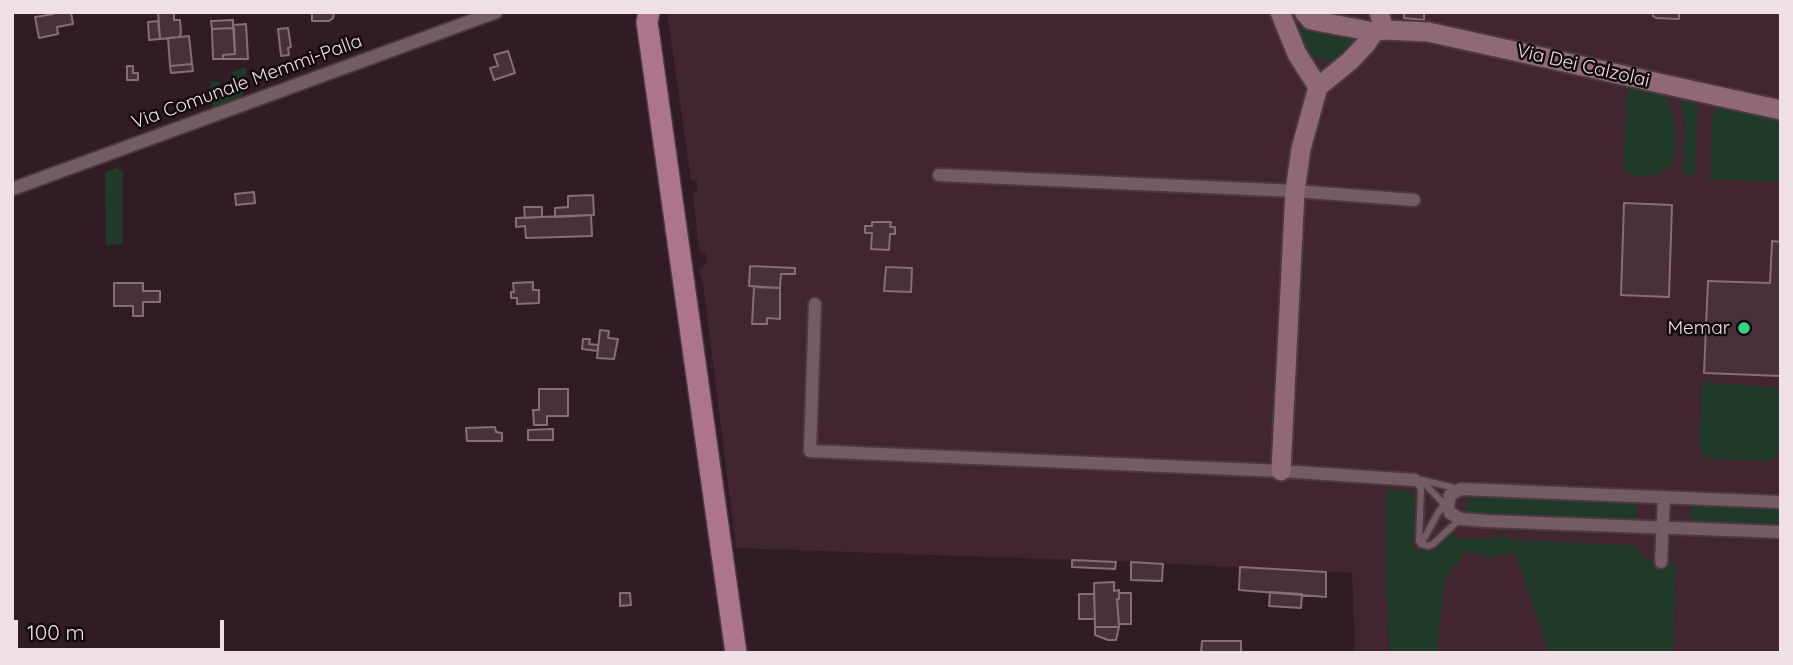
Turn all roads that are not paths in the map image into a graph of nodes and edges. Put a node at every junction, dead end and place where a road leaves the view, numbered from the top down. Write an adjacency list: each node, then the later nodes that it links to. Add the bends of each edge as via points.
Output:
1 (496, 12): 9 (street, Via Comunale Memmi-Palla)
2 (1280, 12): 6 (street, via 1297,54)
3 (1304, 12): 5 (street, Via Dei Calzolai, via 1311,20)
4 (647, 16): 24 (main road)
5 (1379, 25): 6 (street, via 1350,61); 7 (street, Via Dei Calzolai, via 1460,38)
6 (1318, 87): 10 (street)
7 (1781, 110)
8 (939, 175): 10 (street)
9 (12, 189)
10 (1295, 191): 11 (street); 13 (street)
11 (1414, 200)
12 (815, 304): 13 (street, via 810,452)
13 (1281, 471): 14 (street)
14 (1415, 480): 15 (lane); 18 (lane); 22 (lane, via 1421,489)
15 (1461, 489): 16 (street); 18 (street, via 1450,495)
16 (1664, 497): 17 (street); 20 (street)
17 (1781, 502)
18 (1448, 504): 19 (street, via 1450,513); 22 (lane)
19 (1460, 519): 20 (street); 22 (lane, via 1433,544)
20 (1663, 528): 21 (street); 23 (street)
21 (1781, 532)
22 (1421, 544)
23 (1661, 562)
24 (736, 653)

> **WHAT IS REQUIRED**: Would you please set down the listing above exactly, minus its images?

> **ANSWER TO THIS TASK**:
Turn all roads that are not paths in the map image into a graph of nodes and edges. Put a node at every junction, dead end and place where a road leaves the view, numbered from the top down. Write an adjacency list: each node, then the later nodes that it links to. Add the bends of each edge as via points.
Output:
1 (496, 12): 9 (street, Via Comunale Memmi-Palla)
2 (1280, 12): 6 (street, via 1297,54)
3 (1304, 12): 5 (street, Via Dei Calzolai, via 1311,20)
4 (647, 16): 24 (main road)
5 (1379, 25): 6 (street, via 1350,61); 7 (street, Via Dei Calzolai, via 1460,38)
6 (1318, 87): 10 (street)
7 (1781, 110)
8 (939, 175): 10 (street)
9 (12, 189)
10 (1295, 191): 11 (street); 13 (street)
11 (1414, 200)
12 (815, 304): 13 (street, via 810,452)
13 (1281, 471): 14 (street)
14 (1415, 480): 15 (lane); 18 (lane); 22 (lane, via 1421,489)
15 (1461, 489): 16 (street); 18 (street, via 1450,495)
16 (1664, 497): 17 (street); 20 (street)
17 (1781, 502)
18 (1448, 504): 19 (street, via 1450,513); 22 (lane)
19 (1460, 519): 20 (street); 22 (lane, via 1433,544)
20 (1663, 528): 21 (street); 23 (street)
21 (1781, 532)
22 (1421, 544)
23 (1661, 562)
24 (736, 653)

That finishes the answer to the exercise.